LGfL management has met directly with the Capita at CEO level to ensure a full understanding of LGfL’s business and constitution, and to represent concerns that existing mature relationships, arrangements and services are not disturbed, but rather that additional resources should be made available to continue to develop and enrich the current service offering.
Full assurances have been given that this is an ‘arms length’ acquisition. It is recognised that Synetrix has a successful business model, that LGfL is a highly valued and respected customer, and there is no intention of interfering to undermine the current successful position of either organisation. Additionally, arrangements are in place to ensure continuity in respect of all existing Synetrix senior management.
Capita Group has a long track record of inorganic growth (growing its business by the regular acquisition of other successful businesses) and this development is in line with that long term policy. In respect to service provision and development in the longer term, the group has substantial buying power and financial strength, and a significant depth of resource in respect to in-house IT professionals.
A recent frank face to face discussion with the Capita CEO revealed a number of points about the group:
• What’s in it for Capita? – strengthens the group’s education/IT offering, seen as particularly of value in a BSF
• Will this lead to higher charges? – policy and practice has been to grow the quantum not the margin (‘Capita has lower profit margins than Synetrix’)
• Reputation is sacrosanct – referencing between customers and potential customers is seen as very powerful
• Values? – high quality services; never ‘rip off’ the customer; respect the relationship.
• Categorical personal assurance – ‘we will not exploit our position’.
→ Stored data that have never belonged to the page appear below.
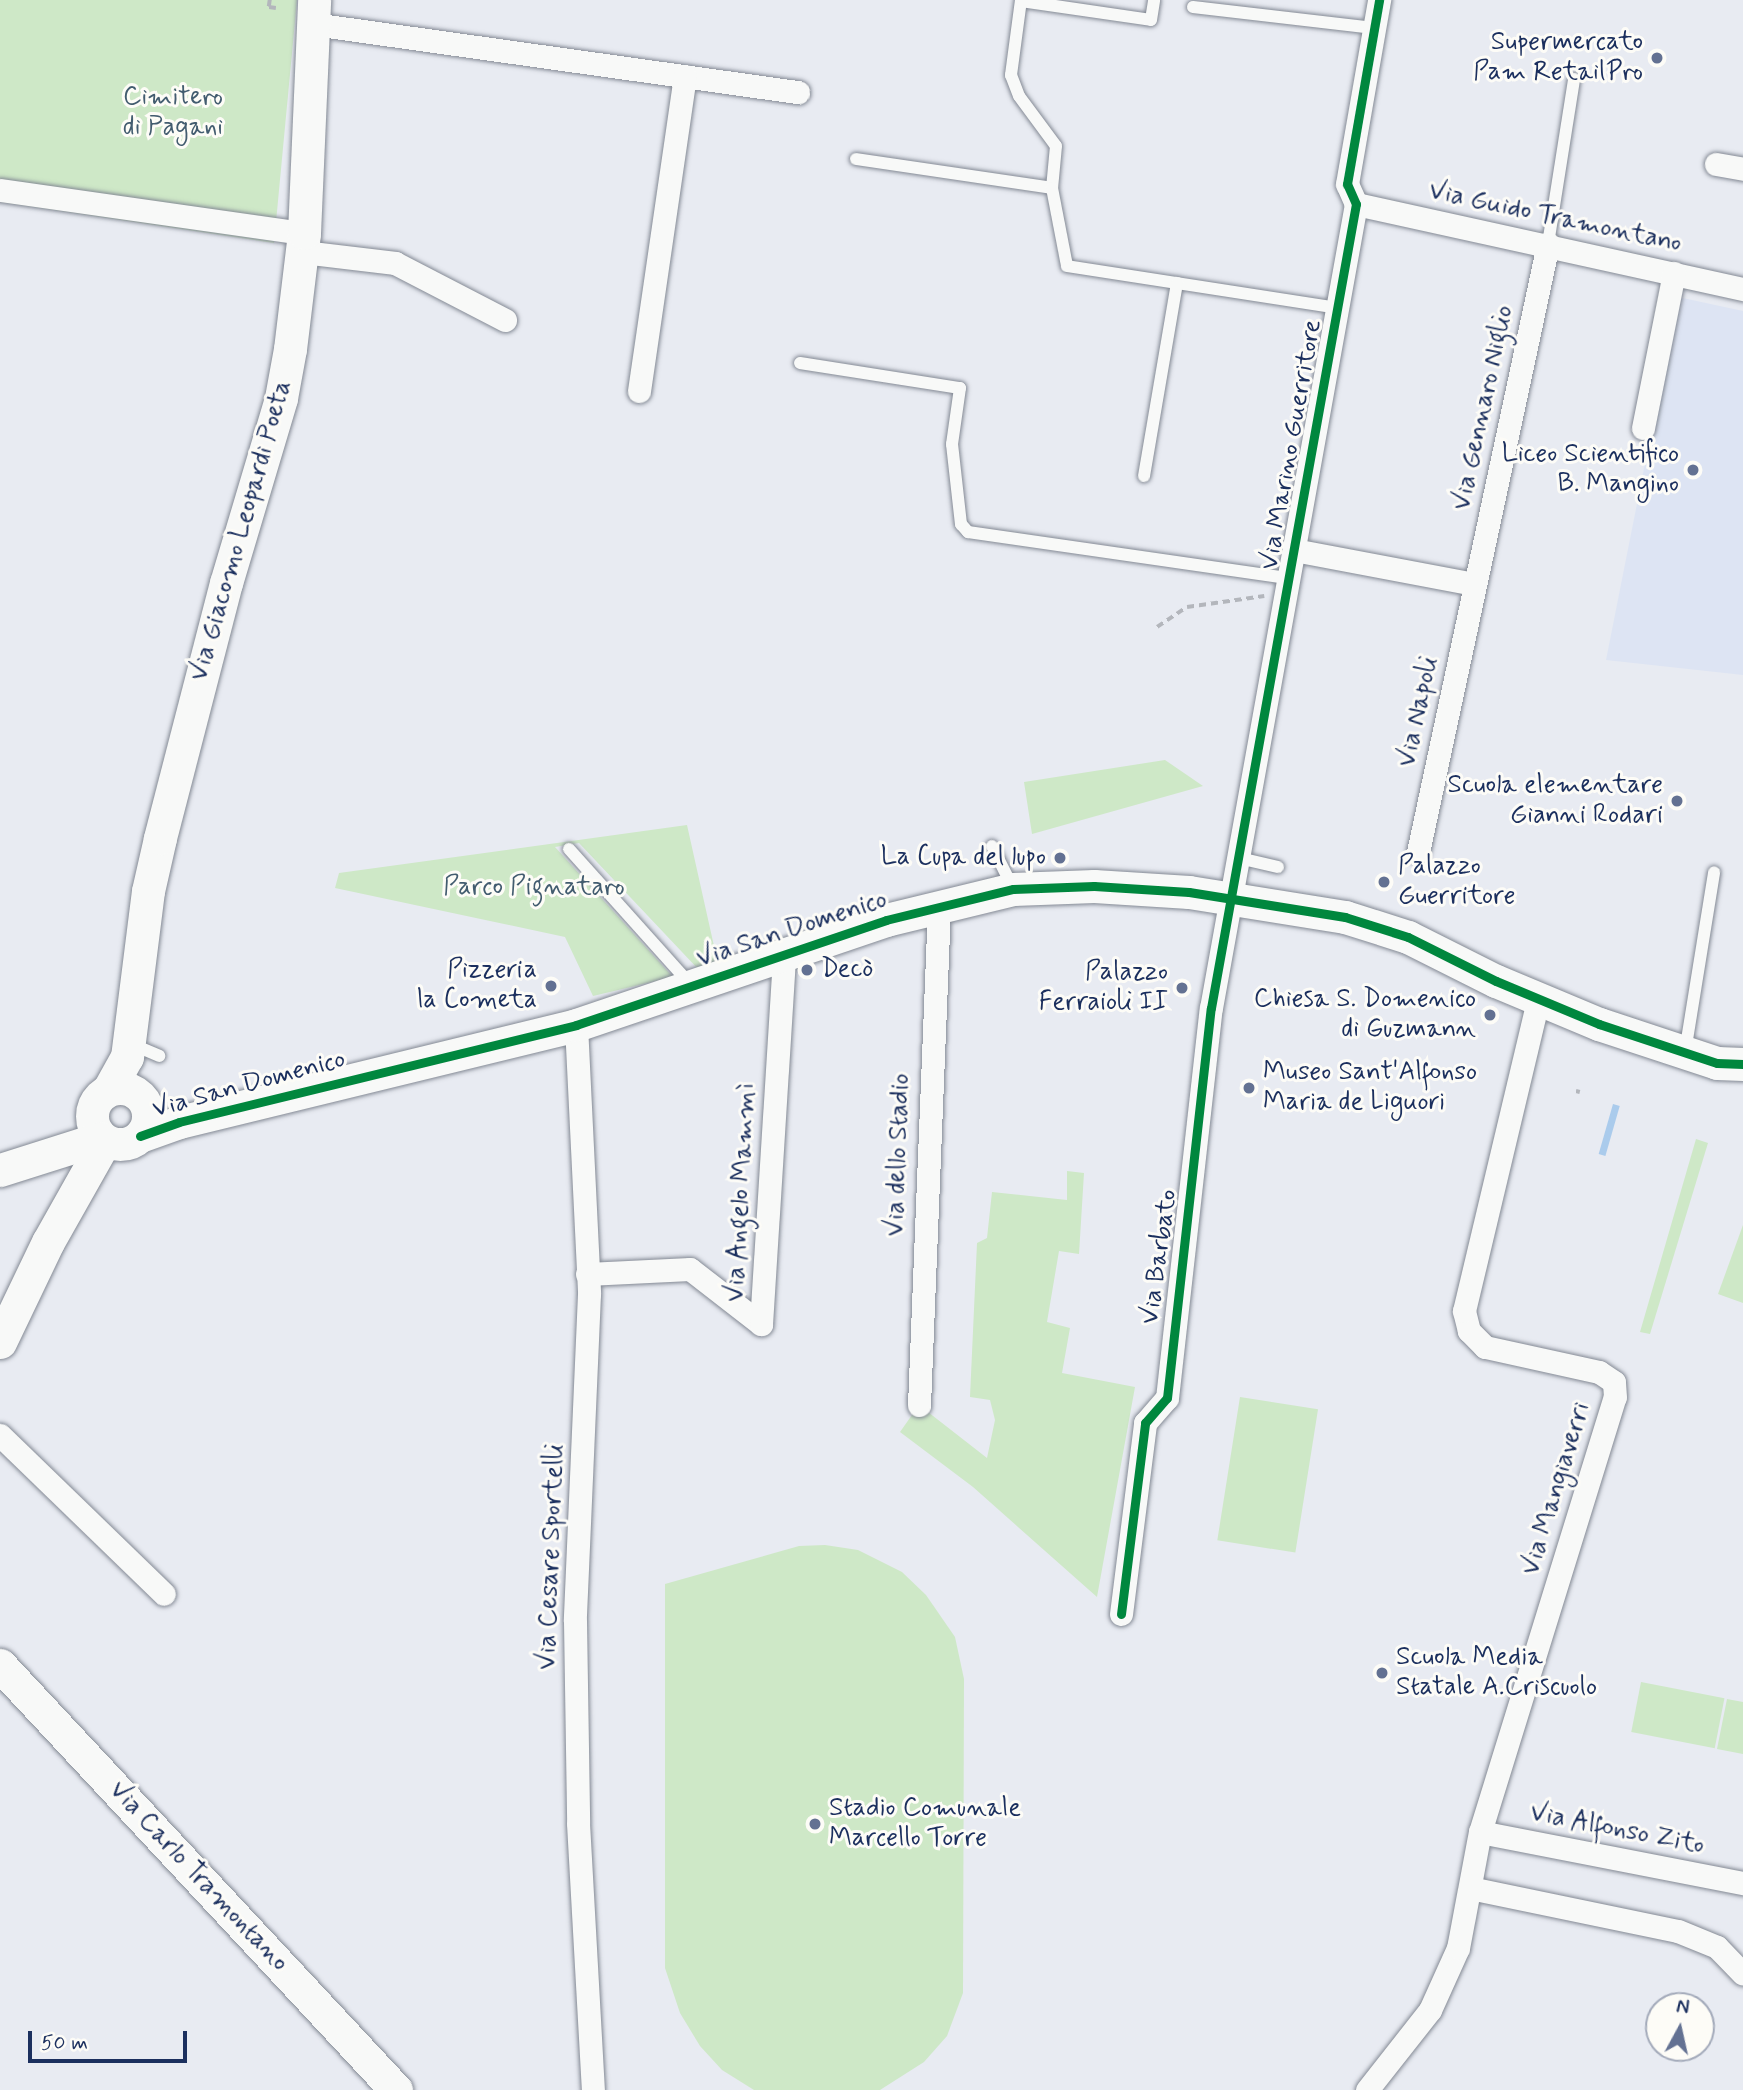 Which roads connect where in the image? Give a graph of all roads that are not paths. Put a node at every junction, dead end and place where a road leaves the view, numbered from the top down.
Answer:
1 (1154, 0) edge
2 (1379, 0) edge
3 (1021, 1) edge
4 (1193, 6) dead end
5 (314, 12) edge
6 (1374, 28) junction
7 (684, 76) junction
8 (1574, 79) dead end
9 (798, 92) dead end
10 (856, 159) dead end
11 (1716, 164) dead end
12 (1743, 169) edge
13 (1052, 188) junction
14 (0, 190) edge
15 (1356, 204) junction
16 (303, 243) junction
17 (1548, 244) junction
18 (1674, 273) junction
19 (1177, 283) junction
20 (1743, 289) edge
21 (1338, 308) junction
22 (505, 320) dead end
23 (800, 363) dead end
24 (639, 391) dead end
25 (1643, 428) dead end
26 (1144, 476) dead end
27 (1294, 550) junction
28 (1474, 584) junction
29 (1283, 585) junction
30 (992, 846) dead end
31 (569, 849) dead end
32 (1418, 852) dead end
33 (1239, 858) junction
34 (1278, 867) dead end
35 (1714, 872) dead end
36 (1013, 889) junction
37 (1231, 899) junction
38 (939, 907) junction
39 (784, 957) junction
40 (691, 985) junction
41 (1538, 1000) junction
42 (576, 1025) junction
43 (1685, 1053) junction
44 (1743, 1064) edge
45 (119, 1121) junction
46 (9, 1166) edge
47 (587, 1274) junction
48 (0, 1342) edge
49 (919, 1405) dead end
50 (0, 1435) edge
51 (164, 1594) dead end
52 (1121, 1614) dead end
53 (0, 1665) edge
54 (1480, 1832) junction
55 (1743, 1883) edge
56 (1469, 1888) junction
57 (1742, 1969) edge
58 (396, 2090) edge
59 (593, 2090) edge
60 (1367, 2090) edge

1 - 3 lane
2 - 6 street, Via Marino Guerritore
3 - 13 lane
4 - 6 lane
5 - 7 street
5 - 16 street, Via Giacomo Leopardi Poeta
6 - 15 street, Via Marino Guerritore
7 - 9 street
7 - 24 street
8 - 17 lane
10 - 13 lane
11 - 12 street
13 - 19 lane
14 - 16 street
15 - 17 street, Via Guido Tramontano
15 - 21 street, Via Marino Guerritore
16 - 22 street
16 - 45 street, Via Giacomo Leopardi Poeta
17 - 18 street, Via Guido Tramontano
17 - 28 street, Via Gennaro Niglio
18 - 20 street, Via Guido Tramontano
18 - 25 street
19 - 21 lane
19 - 26 lane
21 - 27 street, Via Marino Guerritore
23 - 29 lane
27 - 28 street
27 - 29 street, Via Marino Guerritore
28 - 32 street, Via Napoli
29 - 33 street, Via Marino Guerritore
30 - 36 lane
31 - 40 lane
33 - 34 lane
33 - 37 street, Via Marino Guerritore
35 - 43 lane
36 - 37 street, Via San Domenico
36 - 38 street, Via San Domenico
37 - 41 street, Via San Domenico
37 - 52 street, Via Barbato
38 - 39 street, Via San Domenico
38 - 49 street, Via dello Stadio
39 - 40 street, Via San Domenico
39 - 47 street, Via Angelo Mammì
40 - 42 street, Via San Domenico
41 - 43 street, Via San Domenico
41 - 54 street, Via Mangiaverri
42 - 45 street, Via San Domenico
42 - 47 street, Via Cesare Sportelli
43 - 44 street, Via San Domenico
45 - 46 street, Via San Domenico
45 - 48 street
47 - 59 street, Via Cesare Sportelli
50 - 51 street
53 - 58 street, Via Carlo Tramontano
54 - 55 street, Via Alfonso Zito
54 - 56 street, Via Mangiaverri
56 - 57 street
56 - 60 street, Via Mangiaverri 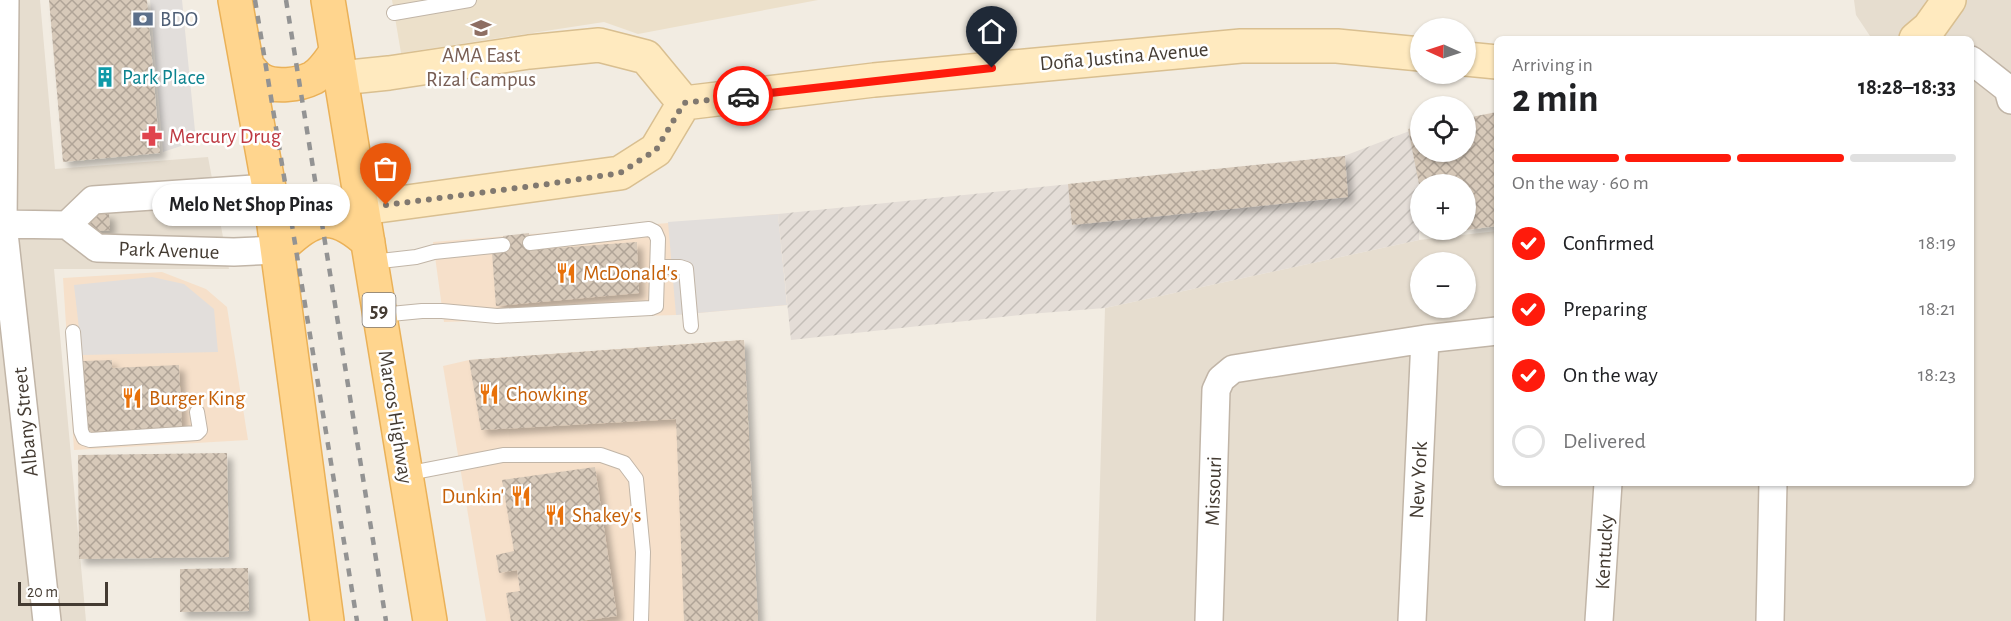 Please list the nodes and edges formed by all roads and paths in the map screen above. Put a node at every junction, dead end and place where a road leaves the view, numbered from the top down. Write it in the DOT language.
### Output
graph roads {
  1 [pos="5,0"];
  2 [pos="235,0"];
  3 [pos="328,0"];
  4 [pos="469,0"];
  5 [pos="1949,0"];
  6 [pos="394,13"];
  7 [pos="1930,35"];
  8 [pos="1410,53"];
  9 [pos="1476,60"];
  10 [pos="1494,62"];
  11 [pos="1974,63"];
  12 [pos="338,65"];
  13 [pos="247,66"];
  14 [pos="2010,93"];
  15 [pos="684,103"];
  16 [pos="269,188"];
  17 [pos="363,208"];
  18 [pos="2,224"];
  19 [pos="67,225"];
  20 [pos="530,243"];
  21 [pos="503,245"];
  22 [pos="278,250"];
  23 [pos="370,252"];
  24 [pos="657,267"];
  25 [pos="380,315"];
  26 [pos="691,326"];
  27 [pos="1494,331"];
  28 [pos="73,332"];
  29 [pos="1425,339"];
  30 [pos="197,412"];
  31 [pos="405,474"];
  32 [pos="1608,486"];
  33 [pos="1773,486"];
  34 [pos="47,621"];
  35 [pos="327,621"];
  36 [pos="430,621"];
  37 [pos="642,621"];
  38 [pos="1209,621"];
  39 [pos="1412,621"];
  40 [pos="1599,621"];
  41 [pos="1770,621"];
  1 -- 18 [label="street, Albany Street"];
  2 -- 13 [label="main road"];
  3 -- 12 [label="main road, Marcos Highway / 59"];
  4 -- 6 [label="lane"];
  5 -- 7 [label="street"];
  8 -- 15 [label="street, Doña Justina Avenue"];
  9 -- 10 [label="street"];
  11 -- 14 [label="street"];
  12 -- 13 [label="main road"];
  12 -- 15 [label="street"];
  12 -- 17 [label="main road, Marcos Highway / 59"];
  13 -- 16 [label="main road"];
  15 -- 17 [label="street"];
  16 -- 19 [label="street"];
  16 -- 22 [label="main road"];
  17 -- 23 [label="main road, Marcos Highway / 59"];
  18 -- 19 [label="street"];
  18 -- 34 [label="street, Albany Street"];
  19 -- 22 [label="street, Park Avenue"];
  20 -- 24 [label="lane"];
  21 -- 23 [label="lane"];
  22 -- 23 [label="main road"];
  22 -- 35 [label="main road"];
  23 -- 25 [label="main road, Marcos Highway / 59"];
  24 -- 25 [label="lane"];
  24 -- 26 [label="lane"];
  25 -- 31 [label="main road, Marcos Highway / 59"];
  27 -- 29 [label="street"];
  28 -- 30 [label="lane"];
  29 -- 38 [label="street, Missouri"];
  29 -- 39 [label="street, New York"];
  31 -- 36 [label="main road, Marcos Highway / 59"];
  31 -- 37 [label="lane"];
  32 -- 40 [label="street, Kentucky"];
  33 -- 41 [label="street"];
} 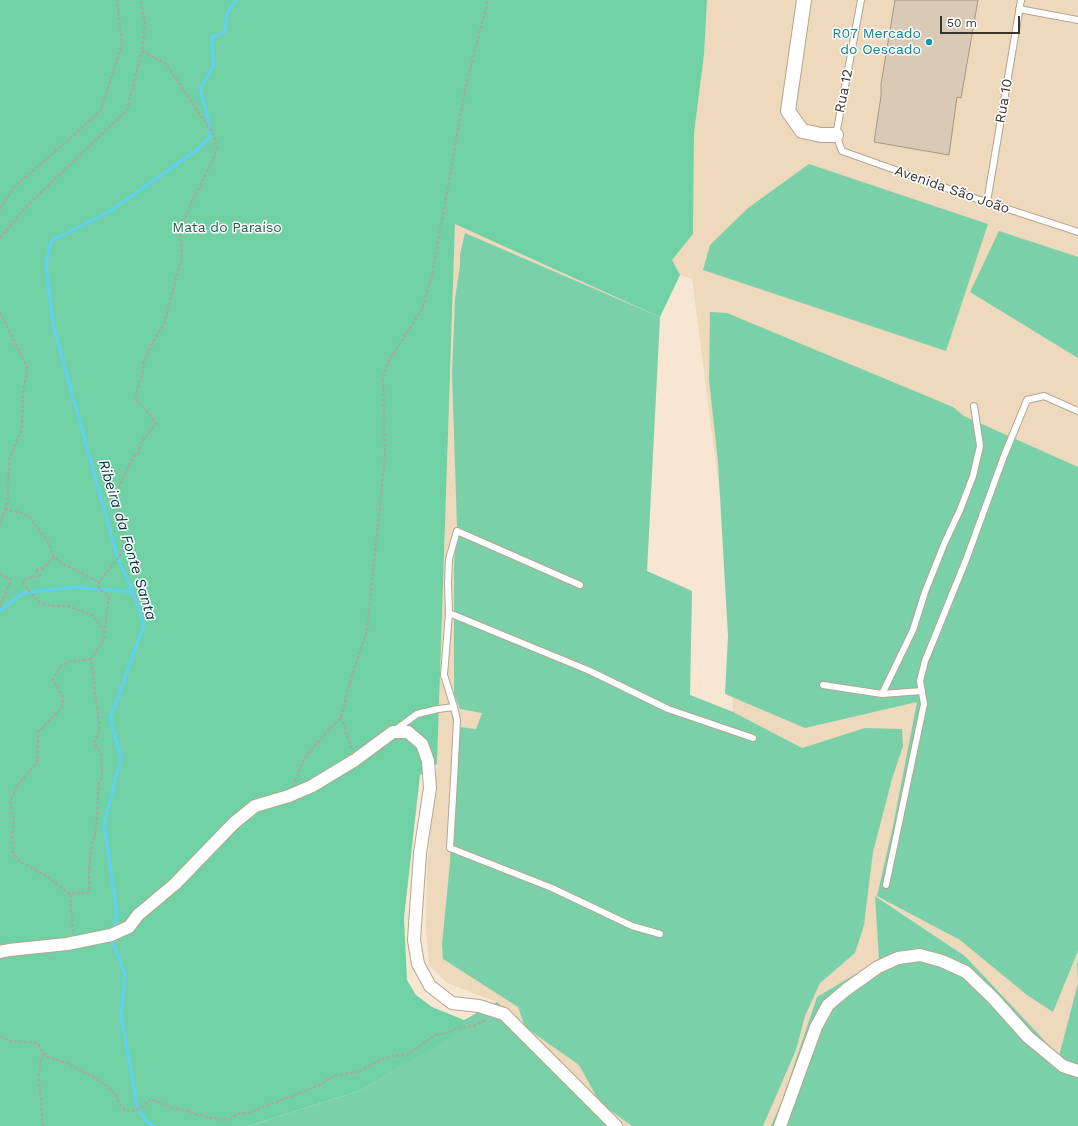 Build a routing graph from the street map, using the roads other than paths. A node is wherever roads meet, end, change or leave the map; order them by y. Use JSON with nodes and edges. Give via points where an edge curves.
{"nodes":[{"id":1,"x":804,"y":0,"type":"edge"},
{"id":2,"x":861,"y":0,"type":"edge"},
{"id":3,"x":1021,"y":0,"type":"edge"},
{"id":4,"x":1019,"y":9,"type":"junction"},
{"id":5,"x":1078,"y":20,"type":"edge"},
{"id":6,"x":836,"y":135,"type":"junction"},
{"id":7,"x":987,"y":202,"type":"junction"},
{"id":8,"x":1078,"y":232,"type":"edge"},
{"id":9,"x":974,"y":406,"type":"dead end"},
{"id":10,"x":1078,"y":411,"type":"edge"},
{"id":11,"x":580,"y":585,"type":"dead end"},
{"id":12,"x":449,"y":613,"type":"junction"},
{"id":13,"x":823,"y":685,"type":"dead end"},
{"id":14,"x":922,"y":690,"type":"junction"},
{"id":15,"x":882,"y":694,"type":"junction"},
{"id":16,"x":454,"y":707,"type":"junction"},
{"id":17,"x":393,"y":732,"type":"junction"},
{"id":18,"x":753,"y":738,"type":"dead end"},
{"id":19,"x":886,"y":885,"type":"dead end"},
{"id":20,"x":660,"y":934,"type":"dead end"},
{"id":21,"x":0,"y":952,"type":"edge"},
{"id":22,"x":1078,"y":1072,"type":"edge"},
{"id":23,"x":616,"y":1126,"type":"edge"},
{"id":24,"x":780,"y":1126,"type":"edge"}],
"edges":[{"from":1,"to":6,"type":"street","via":[[788,111],[802,130],[821,135]]},
{"from":2,"to":6,"type":"lane","name":"Rua 12"},
{"from":3,"to":4,"type":"lane","name":"Rua 10"},
{"from":4,"to":5,"type":"lane"},
{"from":4,"to":7,"type":"lane","name":"Rua 10"},
{"from":6,"to":7,"type":"lane","name":"Avenida São João","via":[[842,151]]},
{"from":7,"to":8,"type":"lane","name":"Avenida São João"},
{"from":9,"to":15,"type":"lane","via":[[980,446],[973,476],[925,592],[913,630]]},
{"from":10,"to":14,"type":"lane","via":[[1044,396],[1026,400],[925,661],[920,681]]},
{"from":11,"to":12,"type":"lane","via":[[457,531],[449,559]]},
{"from":12,"to":16,"type":"lane","via":[[444,674]]},
{"from":12,"to":18,"type":"lane","via":[[590,671],[668,709]]},
{"from":13,"to":15,"type":"lane"},
{"from":14,"to":15,"type":"lane"},
{"from":14,"to":19,"type":"lane","via":[[924,704]]},
{"from":16,"to":17,"type":"lane","via":[[417,714]]},
{"from":16,"to":20,"type":"lane","via":[[457,720],[450,848],[552,888],[632,926]]},
{"from":17,"to":21,"type":"street","via":[[355,760],[312,786],[290,796],[255,806],[234,823],[175,884],[138,915],[129,927],[113,935],[74,943]]},
{"from":17,"to":23,"type":"street","via":[[408,732],[422,744],[428,761],[430,788],[420,853],[414,940],[418,964],[430,986],[452,1003],[479,1006],[504,1014]]},
{"from":22,"to":24,"type":"street","via":[[1063,1066],[1028,1037],[966,972],[942,961],[920,956],[898,958],[878,967],[828,1005],[816,1026]]}]}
LGfL’s contractual arrangements which originate with the contract let to Equinox in 2001, provide a power for LGfL to terminate its contract upon a change of control such as this. Given the mature state of the current service provision, the unequivocal decision last year by the Consortium to extend the current contract to 2012, the recent £5m investment by Synetrix in refreshing the technology in the core network, and the assurances given in respect to there being no detrimental effect arising from this change, LGfL has agreed to waive this power at the present time. As currently planned, a contract review will be put in hand at the end of next year.